Les radiateurs électriques sont interdits à Genève et la hausse de la demande en électricité ne devrait pas être excessive. Ils sont globalement rares en zone urbaine. A la Romande énergie, qui fournit une bonne partie du canton de Vaud, on s’attend à une hausse de la demande de 12% par rapport à la semaine précédente. Le surplus est acheté sur le marché de l’électricité. «Quand la demande comporte des pointes, comme cette semaine, le différentiel vient de Suisse», dit Jean-Yves Pidoux, des Services industriels de Lausanne. «Nous ne devrions pas avoir de problème d’approvisionnement avec la France et l’Allemagne, mais les prix peuvent augmenter. Cela dit, c’est le problème du fournisseur, pas des clients. Nous ne répercuterons pas cette augmentation sur les factures.»

Un scénario glacial

«Des vents du nord-est entraînent en Europe les courants d’air glacés de l’anticyclone russe, et des dépressions sur la Méditerranée et la mer Noire facilitent leur passage», décrit Philippe Jeanneret, prévisionniste à la TSR. «Même si deux situations ne sont jamais identiques, les vagues de froid se déroulent toujours d’après ce scénario sous nos latitudes, comme en janvier 1987, quand un record avait été mesuré à la Brévine avec -41,8°. Et sans doute comme à l’hiver 1708, considéré comme le plus froid de la chrétienté, durant lequel tous les lacs d’Europe auraient gelé.»

Selon Philippe Jeanneret, il est possible que le record de janvier 1987 soit battu cette semaine. «Il faisait alors entre -20 et -22° à 1500 mètres, et samedi, on ne devrait pas en être loin, avec -19°», remarque-t-il. La situation est rare, extrême. Sous nos latitudes, il peut difficilement faire plus froid. Il est hasardeux d’estimer la durée de ce phénomène.

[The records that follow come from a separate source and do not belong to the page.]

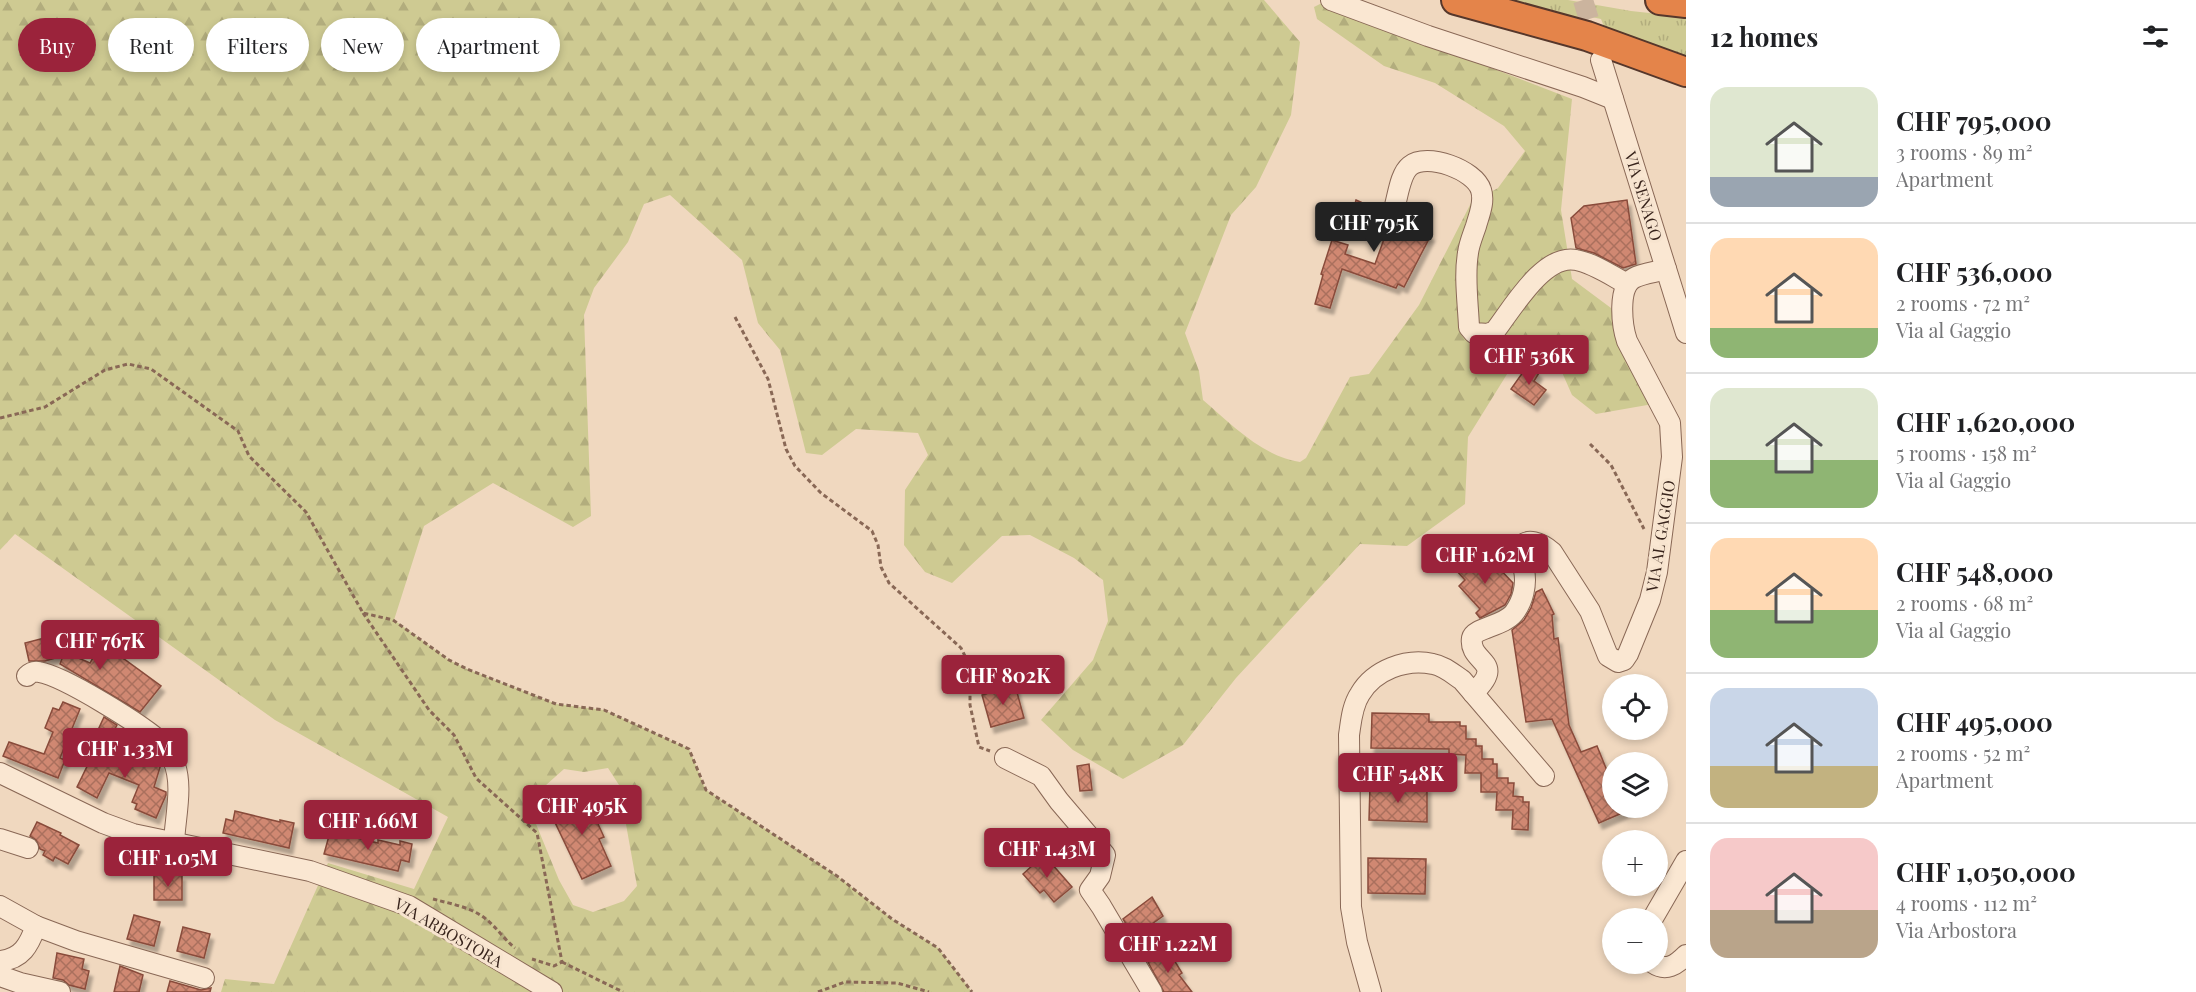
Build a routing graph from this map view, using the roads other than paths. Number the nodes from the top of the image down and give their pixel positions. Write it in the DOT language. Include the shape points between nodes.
graph roads {
  1 [pos="1331,0"];
  2 [pos="1456,0"];
  3 [pos="1660,0"];
  4 [pos="1686,3"];
  5 [pos="1601,60"];
  6 [pos="1686,72"];
  7 [pos="1613,99"];
  8 [pos="1394,208"];
  9 [pos="1666,269"];
  10 [pos="1627,284"];
  11 [pos="1686,333"];
  12 [pos="27,676"];
  13 [pos="1473,693"];
  14 [pos="1005,758"];
  15 [pos="0,773"];
  16 [pos="1544,776"];
  17 [pos="0,839"];
  18 [pos="174,843"];
  19 [pos="27,848"];
  20 [pos="1686,861"];
  21 [pos="353,884"];
  22 [pos="413,894"];
  23 [pos="0,906"];
  24 [pos="1659,908"];
  25 [pos="36,926"];
  26 [pos="1686,955"];
  27 [pos="0,961"];
  28 [pos="1668,968"];
  29 [pos="0,976"];
  30 [pos="204,978"];
  31 [pos="60,992"];
  32 [pos="552,992"];
  33 [pos="1152,992"];
  34 [pos="1371,992"];
  1 -- 7 [label="street"];
  2 -- 6 [label="highway" via="1587,36"];
  3 -- 4 [label="highway"];
  5 -- 7 [label="street, VIA SENAGO"];
  7 -- 9 [label="street, VIA SENAGO"];
  8 -- 10 [label="street" via="1406,170 1413,164 1431,160 1471,174 1476,181 1482,204 1468,260 1469,327 1474,333 1495,331 1538,276 1560,261 1579,260"];
  9 -- 10 [label="street" via="1634,278"];
  9 -- 11 [label="street, VIA SENAGO"];
  10 -- 13 [label="street, VIA AL GAGGIO" via="1623,301 1627,341 1672,434 1659,557 1650,600 1628,654 1618,662 1608,656 1590,611 1552,552 1544,544 1528,542 1520,554 1526,579 1519,606 1503,624 1473,634 1474,648 1488,674"];
  12 -- 18 [label="street" via="38,671 62,680 162,744 174,762 178,778"];
  13 -- 16 [label="street"];
  13 -- 34 [label="street" via="1450,671 1435,664 1407,664 1371,680 1352,713 1351,907"];
  14 -- 33 [label="street" via="1041,776 1106,855 1100,876 1090,890"];
  15 -- 18 [label="street, VIA ARBOSTORA" via="103,823"];
  17 -- 19 [label="street"];
  18 -- 21 [label="street, VIA ARBOSTORA" via="310,870"];
  20 -- 24 [label="street"];
  21 -- 22 [label="street" via="361,878"];
  21 -- 32 [label="street, VIA ARBOSTORA" via="409,906"];
  23 -- 25 [label="street"];
  25 -- 27 [label="street" via="24,952"];
  25 -- 30 [label="street"];
  26 -- 28 [label="street"];
  29 -- 31 [label="street"];
}
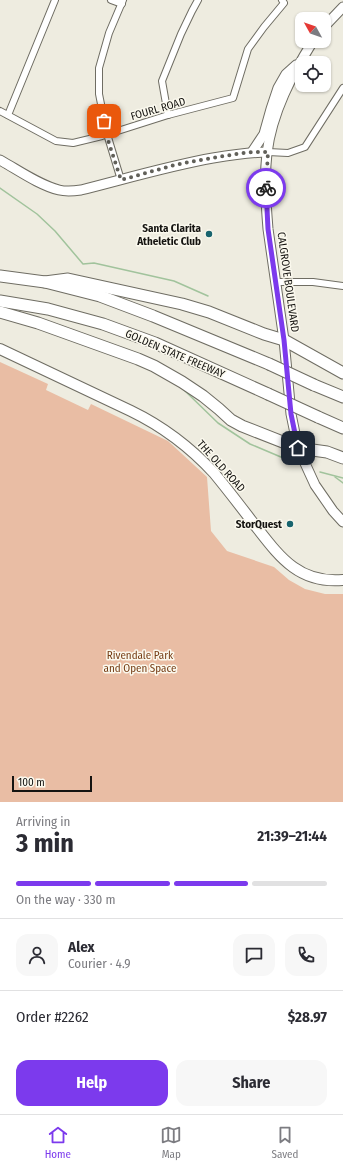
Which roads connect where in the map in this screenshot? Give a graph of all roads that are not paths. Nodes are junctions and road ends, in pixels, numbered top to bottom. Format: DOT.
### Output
graph roads {
  1 [pos="55,0"];
  2 [pos="112,0"];
  3 [pos="198,0"];
  4 [pos="123,2"];
  5 [pos="283,2"];
  6 [pos="343,7"];
  7 [pos="331,20"];
  8 [pos="295,66"];
  9 [pos="295,71"];
  10 [pos="343,88"];
  11 [pos="0,111"];
  12 [pos="8,115"];
  13 [pos="168,115"];
  14 [pos="106,134"];
  15 [pos="252,152"];
  16 [pos="268,152"];
  17 [pos="0,160"];
  18 [pos="121,180"];
  19 [pos="0,276"];
  20 [pos="45,282"];
  21 [pos="276,282"];
  22 [pos="343,286"];
  23 [pos="0,301"];
  24 [pos="0,312"];
  25 [pos="284,340"];
  26 [pos="0,349"];
  27 [pos="343,373"];
  28 [pos="343,398"];
  29 [pos="343,428"];
  30 [pos="298,448"];
  31 [pos="343,458"];
  32 [pos="343,522"];
  33 [pos="343,580"];
  1 -- 12 [label="street"];
  2 -- 4 [label="street"];
  3 -- 13 [label="street"];
  4 -- 14 [label="street"];
  5 -- 13 [label="street, FOURL ROAD"];
  6 -- 7 [label="street"];
  8 -- 15 [label="street"];
  9 -- 16 [label="street, CALGROVE BOULEVARD"];
  10 -- 16 [label="street"];
  11 -- 12 [label="street, FOURL ROAD"];
  12 -- 14 [label="street, FOURL ROAD"];
  13 -- 14 [label="street, FOURL ROAD"];
  14 -- 18 [label="street"];
  15 -- 16 [label="street"];
  15 -- 18 [label="street"];
  16 -- 21 [label="street, CALGROVE BOULEVARD"];
  17 -- 18 [label="street"];
  19 -- 20 [label="highway"];
  20 -- 25 [label="highway"];
  20 -- 28 [label="highway, bridge"];
  21 -- 22 [label="street"];
  21 -- 25 [label="street, CALGROVE BOULEVARD"];
  23 -- 29 [label="highway, GOLDEN STATE FREEWAY, bridge"];
  24 -- 30 [label="highway"];
  25 -- 27 [label="highway"];
  25 -- 30 [label="street, CALGROVE BOULEVARD"];
  26 -- 33 [label="main road, THE OLD ROAD"];
  30 -- 31 [label="highway"];
  30 -- 32 [label="street, CALGROVE BOULEVARD"];
}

En 1987, les Services industriels genevois avaient dû faire face à une consommation électrique record et la France avait connu des pannes de courant massives. A Paris, des stations de métro étaient restées ouvertes pour permettre aux clochards de s’abriter. C’était alors surtout les chutes de neige qui avaient posé problème, plus que les températures polaires. Un article de Reuters datant du 17 janvier 1987 évoquait plus de 200 morts à travers l’Europe. La Suisse romande est-elle armée pour affronter la situation?